Find the Balance Between Work, Fitness, and Nutrition

When I think of fitness and a healthy lifestyle, I think of time-consuming, sticking to it, and meal planning. Finding the balance with eating well and exercising regularly with a busy schedule seems daunting, but it can be accomplished! Alex agrees that there are a lot of misconceptions about fitness and nutrition. It is misconstrued that it must be an all the time, measuring everything you eat kind of thing. The good news is that it doesn’t have to be that way! After a lot of time spending 2 hours a day at the gym, tracking and weighing his food, and calculating his macro nutrients, Alex realized it didn’t have to be that way. 
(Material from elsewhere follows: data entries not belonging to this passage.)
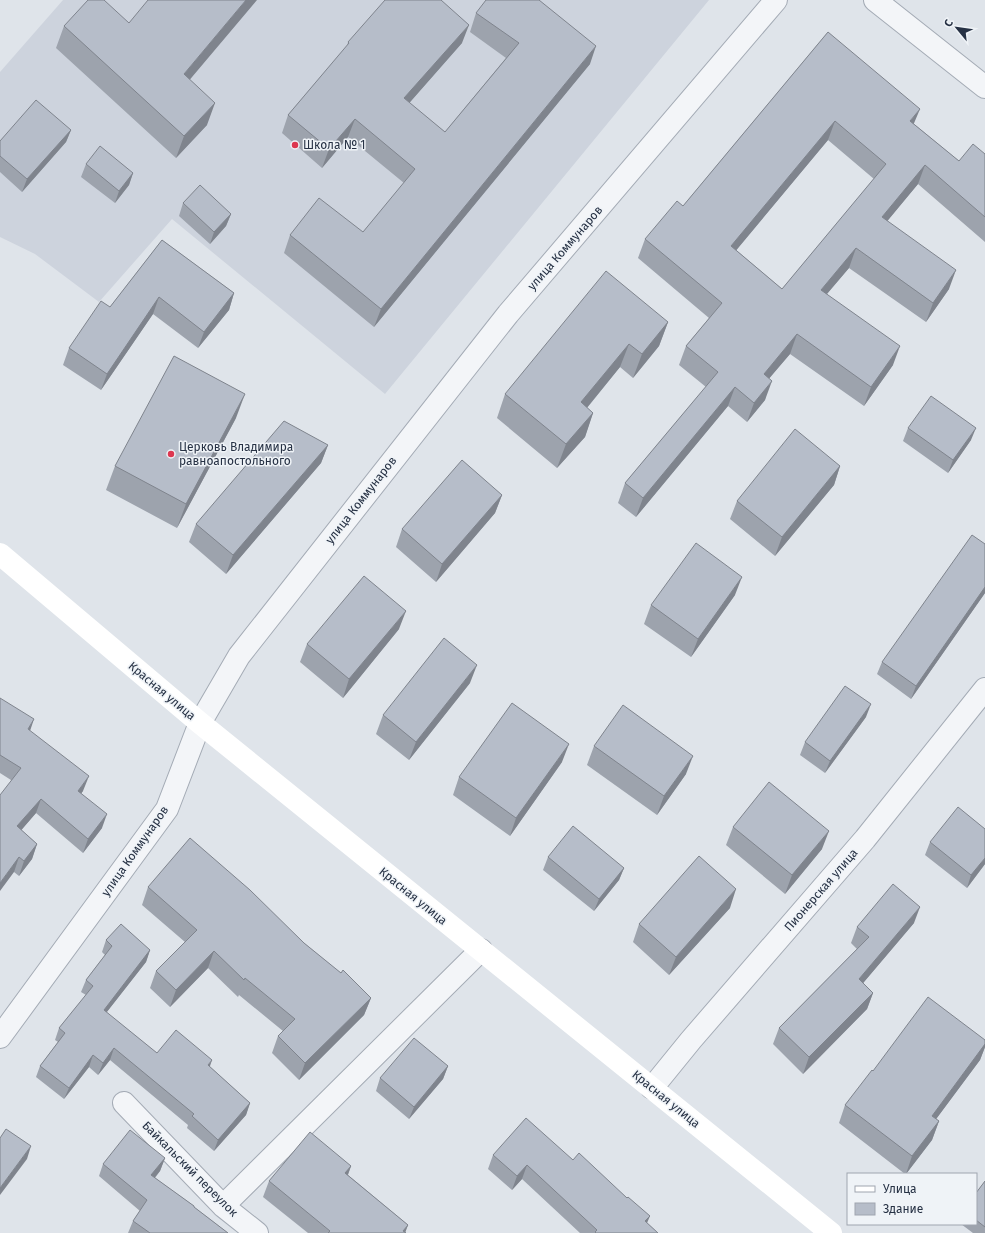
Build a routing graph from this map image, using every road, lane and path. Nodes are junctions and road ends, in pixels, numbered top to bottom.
1 (776, 0) edge
2 (875, 0) edge
3 (985, 87) edge
4 (0, 554) edge
5 (985, 690) edge
6 (200, 723) junction
7 (481, 950) junction
8 (0, 1037) edge
9 (652, 1088) junction
10 (124, 1103) dead end
11 (223, 1206) junction
12 (257, 1233) edge
13 (831, 1233) edge

1 - 6 street, улица Коммунаров
2 - 3 street
4 - 6 main road, Красная улица
5 - 9 street, Пионерская улица
6 - 7 main road, Красная улица
6 - 8 street, улица Коммунаров
7 - 9 main road, Красная улица
7 - 11 street
9 - 13 main road, Красная улица
10 - 11 street, Байкальский переулок
11 - 12 street, Байкальский переулок

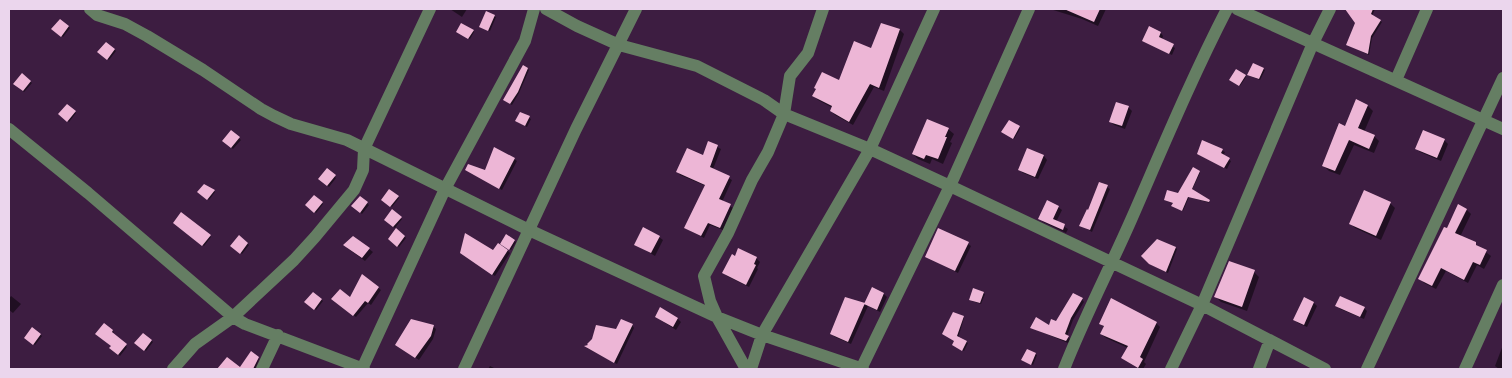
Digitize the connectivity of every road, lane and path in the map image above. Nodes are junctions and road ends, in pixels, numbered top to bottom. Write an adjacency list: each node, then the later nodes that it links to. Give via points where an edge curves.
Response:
1 (90, 9): 21 (street, via 96,15 125,24 147,36 261,110)
2 (430, 9): 21 (street)
3 (534, 9): 24 (street, via 525,41)
4 (546, 9): 14 (street)
5 (636, 9): 14 (street)
6 (823, 9): 17 (street, via 808,53 790,76)
7 (934, 9): 22 (street)
8 (1029, 9): 23 (street)
9 (1227, 9): 26 (street)
10 (1237, 9): 13 (street)
11 (1330, 9): 13 (street)
12 (1427, 9): 16 (street)
13 (1313, 43): 16 (street); 28 (street)
14 (619, 45): 17 (street, via 697,66 764,100); 25 (street)
15 (1503, 78): 18 (street)
16 (1396, 80): 18 (street)
17 (784, 114): 22 (street); 30 (street, via 704,276)
18 (1484, 121): 20 (street); 45 (street)
19 (9, 128): 29 (street)
20 (1503, 129)
21 (364, 149): 24 (street); 29 (street, via 363,170 354,190 294,260)
22 (870, 149): 23 (street); 32 (street)
23 (950, 186): 26 (street); 40 (street)
24 (446, 189): 25 (street); 36 (street)
25 (529, 230): 30 (street); 37 (street)
26 (1112, 263): 28 (street); 41 (street)
27 (1503, 285): 46 (street)
28 (1202, 305): 33 (street); 42 (street)
29 (233, 316): 31 (street, via 245,324); 34 (street, via 195,344)
30 (717, 317): 32 (street); 38 (street)
31 (278, 335): 35 (street); 36 (street)
32 (762, 335): 39 (street); 40 (street)
33 (1270, 340): 43 (street); 44 (street)
34 (173, 369)
35 (262, 369)
36 (363, 369)
37 (464, 369)
38 (746, 369)
39 (751, 369)
40 (862, 369)
41 (1064, 369)
42 (1171, 369)
43 (1259, 369)
44 (1325, 369)
45 (1367, 369)
46 (1466, 369)

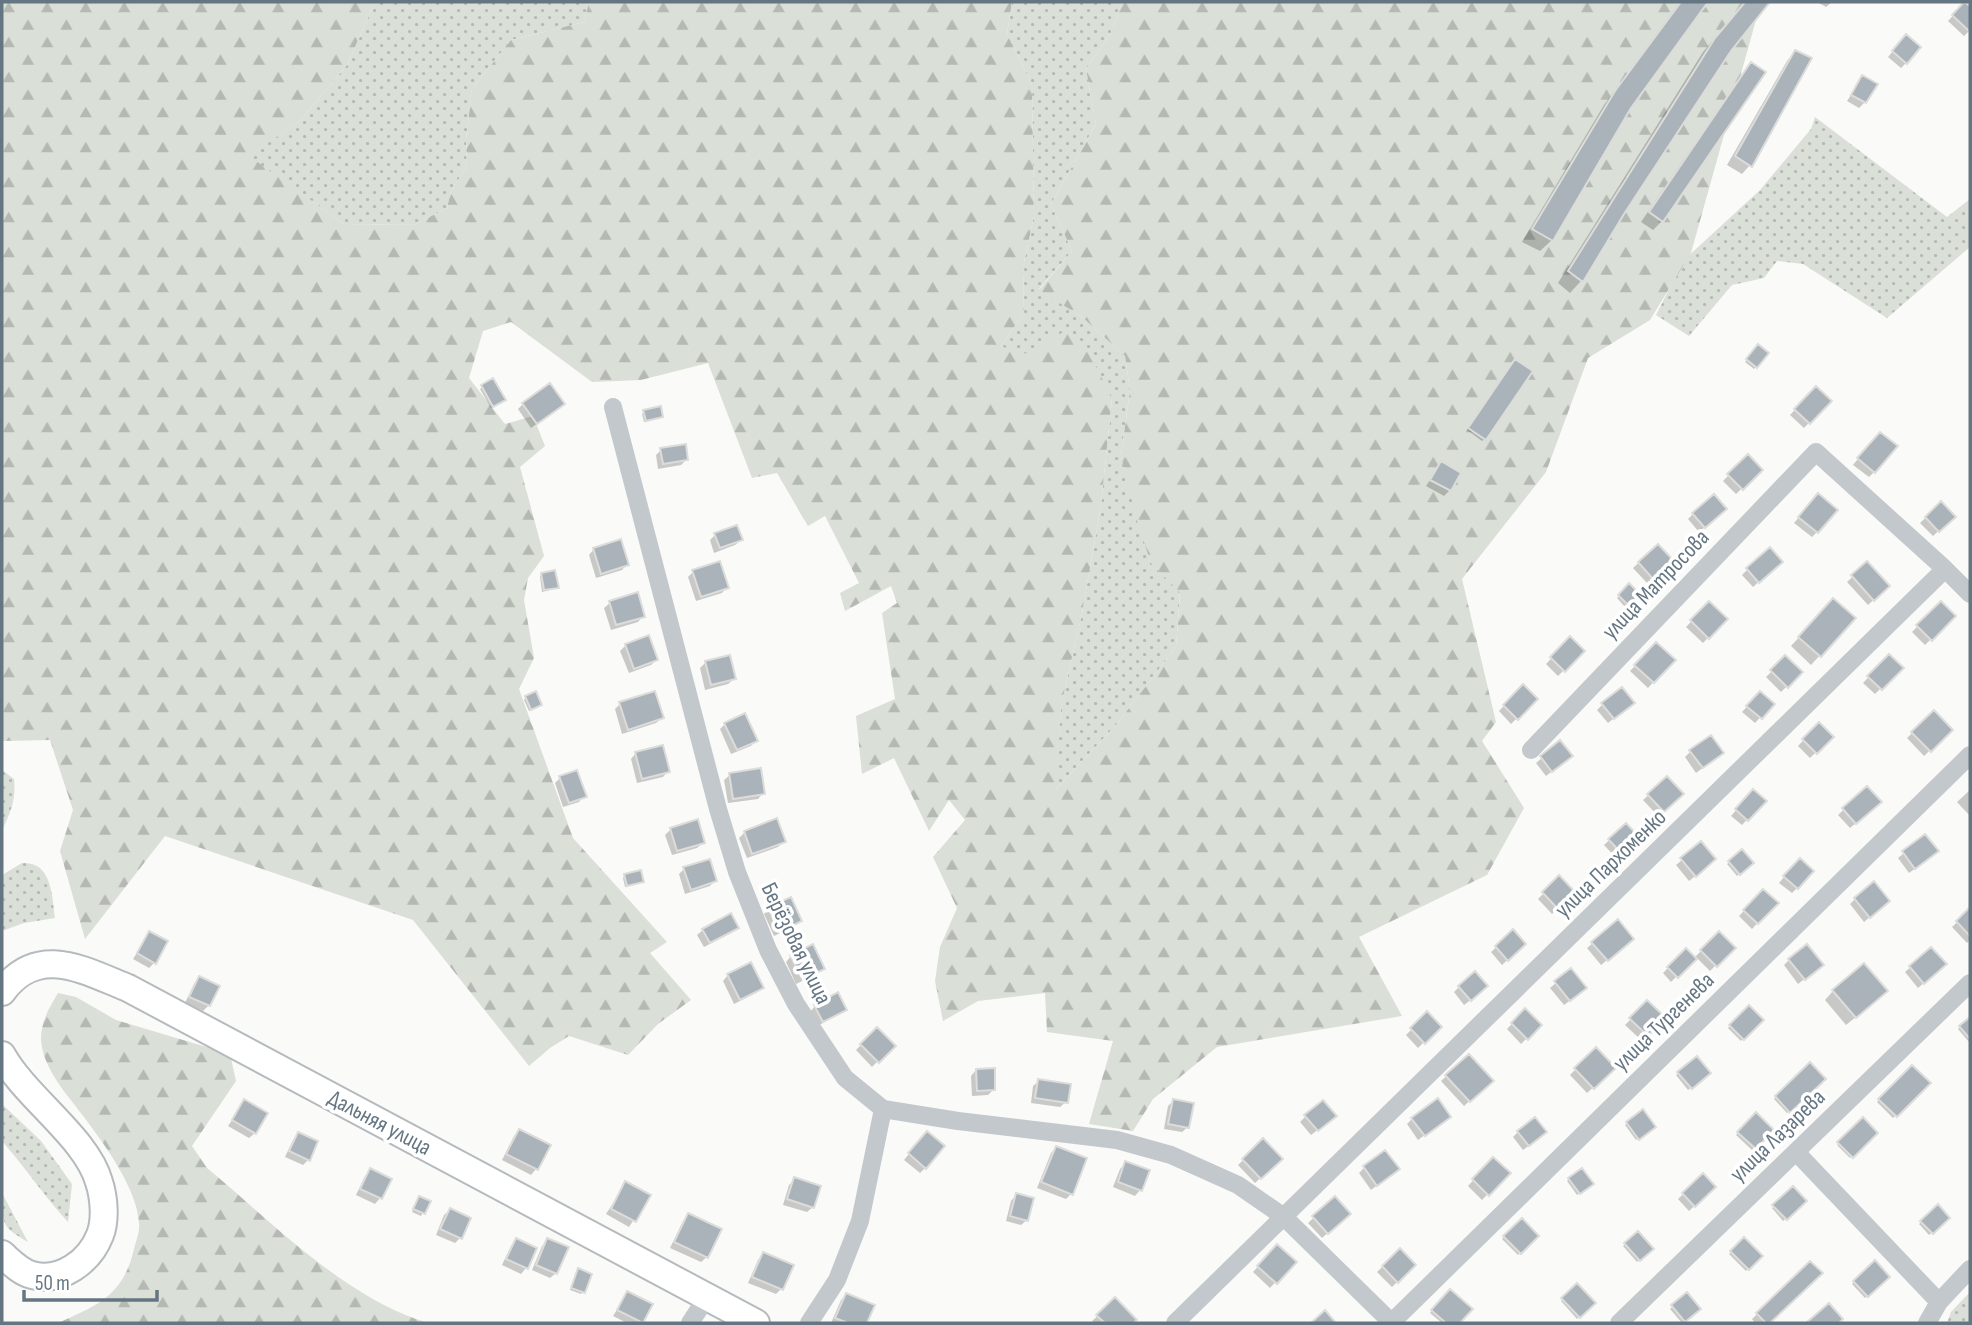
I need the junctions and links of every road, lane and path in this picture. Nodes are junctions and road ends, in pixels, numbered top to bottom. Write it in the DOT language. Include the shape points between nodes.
graph roads {
  1 [pos="613,407"];
  2 [pos="1945,569"];
  3 [pos="1970,594"];
  4 [pos="1531,750"];
  5 [pos="1970,754"];
  6 [pos="1970,983"];
  7 [pos="2,992"];
  8 [pos="2,1055"];
  9 [pos="883,1109"];
  10 [pos="1796,1152"];
  11 [pos="1284,1217"];
  12 [pos="2,1254"];
  13 [pos="1970,1269"];
  14 [pos="707,1297"];
  15 [pos="1938,1302"];
  16 [pos="691,1323"];
  17 [pos="756,1323"];
  18 [pos="809,1323"];
  19 [pos="1175,1323"];
  20 [pos="1392,1323"];
  21 [pos="1619,1323"];
  22 [pos="1927,1323"];
  1 -- 9 [label="street, Берёзовая улица" via="737,872 768,950 796,1004 845,1078"];
  2 -- 3 [label="street"];
  2 -- 4 [label="street, улица Матросова" via="1816,452"];
  2 -- 11 [label="street, улица Пархоменко"];
  5 -- 20 [label="street, улица Тургенева"];
  6 -- 10 [label="street, улица Лазарева"];
  7 -- 14 [label="main road, Дальняя улица" via="18,975 47,963 74,967 128,988"];
  8 -- 12 [label="main road" via="23,1087 92,1163 102,1192 103,1216 101,1234 92,1249 66,1272 33,1275"];
  9 -- 11 [label="street" via="1128,1143 1171,1155 1238,1185"];
  9 -- 18 [label="street" via="860,1221 837,1280"];
  10 -- 15 [label="street"];
  10 -- 21 [label="street, улица Лазарева"];
  11 -- 19 [label="street, улица Пархоменко"];
  11 -- 20 [label="street"];
  13 -- 15 [label="street"];
  14 -- 16 [label="street"];
  14 -- 17 [label="main road, Дальняя улица"];
  15 -- 22 [label="street"];
}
Residency is demanding and doesn’t allow time for those things. He found a better way. He simplified everything and made it as efficient as possible. Following Bruce Lee’s quote, “It is not daily increase, but daily decrease, hack away the unessential”, he developed a plan and cut out the unessential things. He decided which exercises were the most important and simplified his eating habits with simple healthy recipes that were meal prepped and batch cooked for the week. 

Dr. Robles also had to figure out how to find time to work out after a 12–15-hour workday. He found the balance by bringing his gym clothes with him to work. He would sign out, change before he left, and go directly to the gym. It saved him time by avoiding the trip home, and it kept him in the mindset to go to the gym. It became his identity. He was the guy who went to work out after work. He was mentally held accountable by his peers who saw him leave every day in his gym clothes. He made time for it, created the mindset, eliminated the inessentials, and forced himself to go after every shift. If you haven’t read Atomic Habits yet, it is the perfect book to help you create new habits! When you get to the identity level it is like a switch flips and it is much easier to just be that kind of person than to work to become it.  
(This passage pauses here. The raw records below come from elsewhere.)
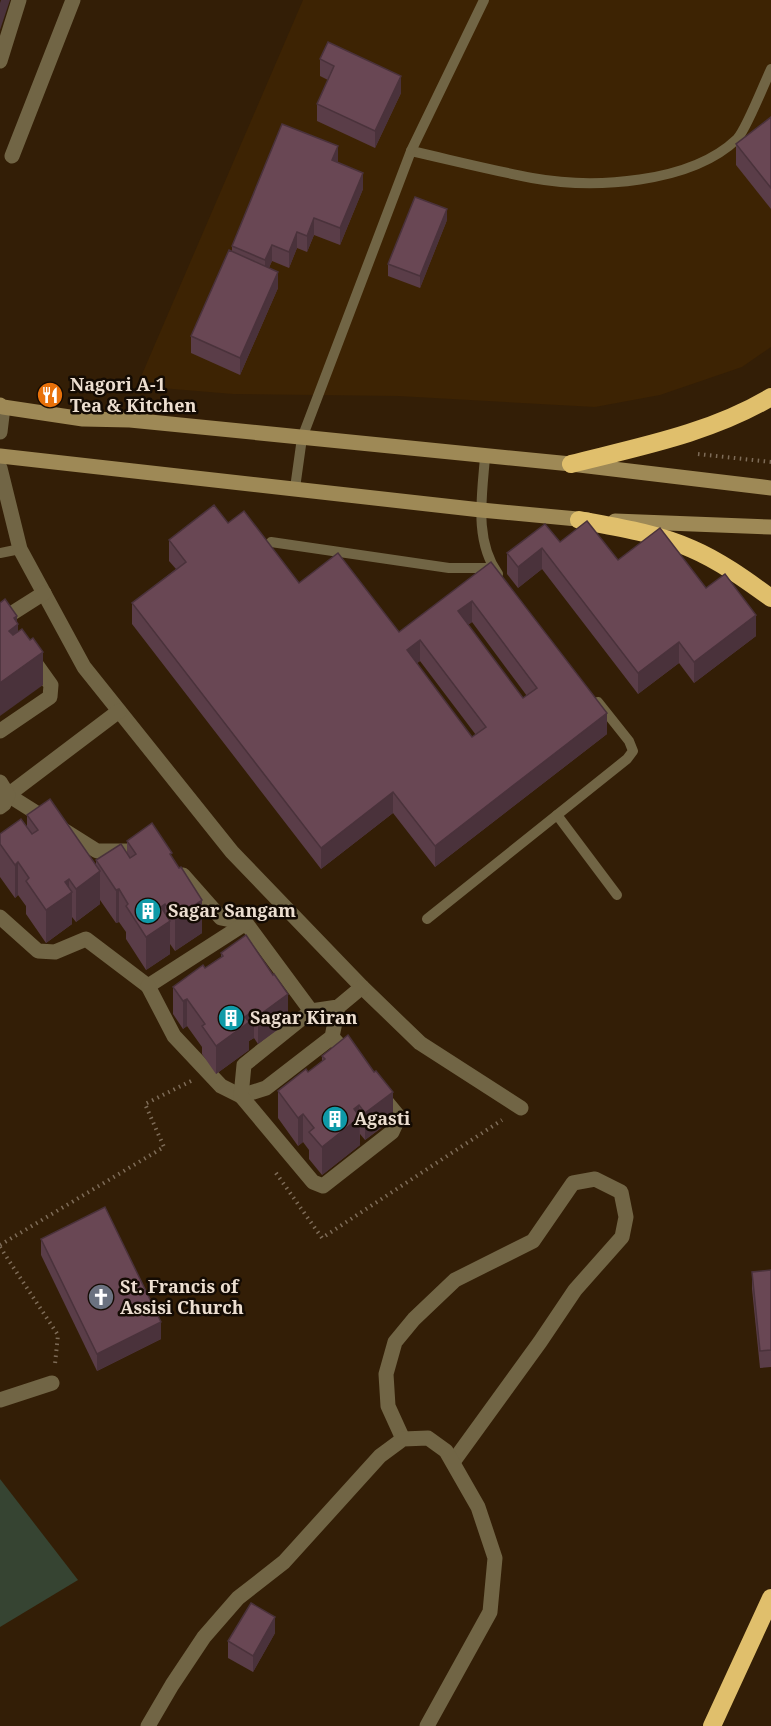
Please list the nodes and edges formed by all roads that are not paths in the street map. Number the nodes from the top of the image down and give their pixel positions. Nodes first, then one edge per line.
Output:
1 (19, 0) edge
2 (73, 0) edge
3 (484, 0) edge
4 (0, 61) edge
5 (771, 69) edge
6 (411, 151) junction
7 (12, 156) dead end
8 (771, 397) edge
9 (2, 406) edge
10 (0, 432) edge
11 (302, 438) junction
12 (0, 456) edge
13 (485, 456) junction
14 (571, 464) junction
15 (0, 468) edge
16 (295, 488) junction
17 (771, 488) edge
18 (481, 510) junction
19 (579, 519) junction
20 (771, 527) edge
21 (271, 542) edge
22 (20, 549) junction
23 (0, 553) edge
24 (491, 564) junction
25 (504, 582) edge
26 (44, 593) junction
27 (771, 598) edge
28 (5, 622) edge
29 (24, 647) edge
30 (592, 694) edge
31 (119, 711) junction
32 (0, 731) edge
33 (2, 795) edge
34 (557, 815) junction
35 (143, 850) edge
36 (170, 862) edge
37 (617, 895) dead end
38 (0, 917) edge
39 (427, 919) dead end
40 (246, 923) junction
41 (148, 986) junction
42 (362, 987) junction
43 (338, 1006) junction
44 (311, 1011) junction
45 (332, 1037) junction
46 (241, 1096) junction
47 (521, 1108) road end
48 (52, 1383) road end
49 (0, 1400) edge
50 (403, 1439) junction
51 (453, 1462) junction
52 (771, 1598) edge
53 (148, 1726) edge
54 (427, 1726) edge
55 (712, 1726) edge

1 - 4 street
2 - 7 street
3 - 6 lane
5 - 6 lane
6 - 11 lane
8 - 14 highway
9 - 10 street
9 - 11 main road
11 - 13 main road
11 - 16 lane
12 - 16 main road
13 - 14 main road
13 - 18 lane
14 - 17 main road
15 - 22 street
16 - 18 main road
18 - 19 main road
18 - 24 lane
19 - 20 main road
19 - 27 highway
21 - 24 lane
22 - 23 lane
22 - 26 street
24 - 25 lane
26 - 28 street
26 - 31 street
29 - 32 street
30 - 34 lane
31 - 33 street
31 - 42 street
33 - 35 street
34 - 37 lane
34 - 39 lane
36 - 40 street
38 - 41 street
40 - 41 street
40 - 44 street
41 - 46 street
42 - 43 street
42 - 47 street
43 - 44 street
43 - 45 street
44 - 46 street
45 - 46 street
45 - 46 street
48 - 49 street
50 - 51 street
50 - 51 street
50 - 53 street
51 - 54 street
52 - 55 highway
Fundamental Exercise Movements

Bringing a 2 hour a day workout down to a 20–25-minute workout seems like there would be a lot to cut out. Alex has a way to do 20% of the fitness for 80% of the results. The human body is designed for six movements: horizontally pushing, horizontally pulling, vertically pushing, vertically pulling, knee flexing, and hip extensions. These six muscle movements train every major muscle in the body. Because these are all compound movements, doing a variation of these movements will train multiple muscle groups at one time and you will get 80% of the results with 20% of the work.  

How to Make Workouts Fun

For a lot of people working out just isn’t fun, but there are ways to gamify your workouts to add a little fun and creativity to it. Alex suggests using the progressive overload principle. This is where you try to do a little better every workout. If you start out at 8 reps, the next time go for one more, or add a little more weight, etc. While you aren’t comparing yourself to anybody else, you are adding another fun element to your personal goals and improving at the same time. 
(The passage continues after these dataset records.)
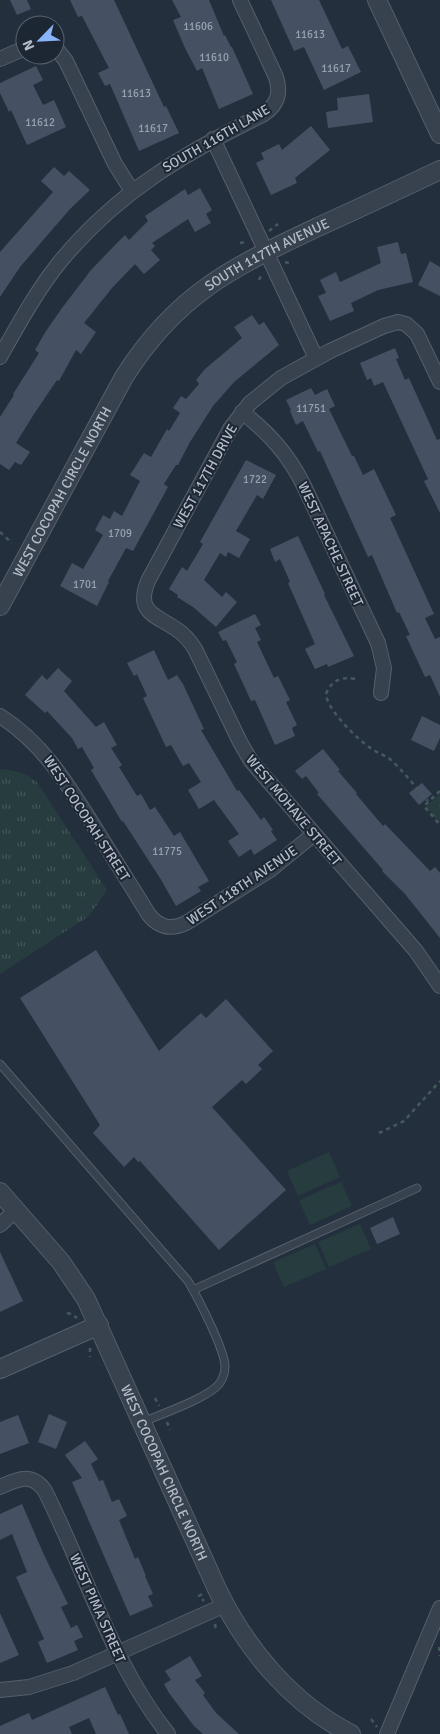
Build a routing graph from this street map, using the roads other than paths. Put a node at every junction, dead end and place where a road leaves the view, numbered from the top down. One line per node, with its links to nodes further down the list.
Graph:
1 (240, 0): 7 (street, SOUTH 116TH LANE)
2 (377, 0): 6 (street)
3 (15, 52): 4 (street)
4 (0, 59)
5 (65, 60): 9 (street)
6 (440, 134)
7 (214, 138): 9 (street, SOUTH 116TH LANE); 10 (street)
8 (440, 170): 10 (street, SOUTH 117TH AVENUE)
9 (132, 191): 11 (street, SOUTH 116TH LANE)
10 (267, 251): 12 (street); 13 (street, SOUTH 117TH AVENUE)
11 (0, 357)
12 (316, 358): 14 (street, WEST 117TH DRIVE); 15 (street, WEST 117TH DRIVE)
13 (124, 377): 17 (street, WEST COCOPAH CIRCLE NORTH)
14 (440, 382)
15 (242, 412): 16 (street, WEST 117TH DRIVE); 18 (street, WEST APACHE STREET)
16 (145, 604): 20 (street, WEST MOHAVE STREET)
17 (0, 606)
18 (381, 693)
19 (0, 716): 21 (street, WEST COCOPAH STREET)
20 (314, 834): 21 (street, WEST 118TH AVENUE); 22 (street, WEST MOHAVE STREET)
21 (166, 927)
22 (440, 986)
23 (0, 1064): 28 (lane)
24 (417, 1188): 28 (lane)
25 (0, 1192): 26 (street, WEST COCOPAH CIRCLE NORTH)
26 (16, 1210): 27 (street); 29 (street, WEST COCOPAH CIRCLE NORTH)
27 (0, 1225)
28 (193, 1290): 31 (lane)
29 (99, 1324): 30 (street); 31 (street, WEST COCOPAH CIRCLE NORTH)
30 (0, 1369)
31 (143, 1422): 33 (street, WEST COCOPAH CIRCLE NORTH)
32 (0, 1487): 36 (street, WEST PIMA STREET)
33 (225, 1605): 36 (street); 39 (street, WEST COCOPAH CIRCLE NORTH)
34 (440, 1608): 35 (street)
35 (435, 1636): 40 (street)
36 (118, 1653): 37 (street); 38 (street, WEST PIMA STREET)
37 (0, 1690)
38 (168, 1734)
39 (351, 1734)
40 (387, 1734)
Some people work best with spreadsheets, some use the notes function on their phones, but the important thing is to keep track of your progress in some sort of journal. This will encourage you on your journey. You can look back and see how far you’ve come, and it will motivate you to keep moving forward and stay committed.

Staying Consistent with Working Out

Dr. Robles has some great tips on staying consistent with working out. The best advice is to remember is that something is better than nothing. If you think you can do a five-minute commitment, do it. Break it down to the smallest and most realistic chunks. As you take action, even if it is only for five minutes a day, you will get more motivated. As you get more motivated you do more. As you do more, you see more results. In this time, you have built that new identity as the person who works out and changed your habits. Feelings produce action and actions produce results.

How to Eat Better When You Don’t Want To

I am a terrible eater. I love carbohydrates and drink more beer than I should! I have a hard time taking on the identity of somebody who eats well. Alex believes in compound dieting to make the changes easier. Instead of doing major changes, start small. Pick something that won’t have a significant impact on you, but that you can do every day, such as waking up and drinking one glass of water in the morning. You can commit to that, and it doesn’t have a huge impact on your life. Once you have that one thing down, pick another thing. Focus on adding things instead of taking them away. Add more nutrient dense foods and this will make your stomach fuller. When your stomach is full there isn’t enough space in your diet for the other stuff and it will get eliminated over time.

Starting an Online Business

Being an online entrepreneur can create a non-clinical type of revenue, but it isn’t as easy as it looks. Alex dove into the nitty gritty about starting The White Coat Trainer. While it was the best decision he has ever made, it was not an easy road. Starting the business while in his second year of residency was a lot more demanding than he thought it would be. Already working an 80-hour work week, he quickly realized he would need to work an additional 40-hour work week to grow this business. It needed to be a full-time commitment with nothing to show that his efforts were paying off at the time. Every minute of his free time was spent learning SEO, email marketing, affiliate marketing, and all the details of owning an online business. 

While it took three years for the business to really make any money, the creativity and compensation are mind-blowing. Receiving emails from strangers across the country thanking them and telling them how much they have impacted their lives brings tears to his eyes. It is one of the most gratifying experiences he has ever had. Being in business for five years, they have recently started a second website, The Postpartum Trainer. Since him and his wife are both OBGYNs, it made sense to focus on helping during pregnancy and postpartum. 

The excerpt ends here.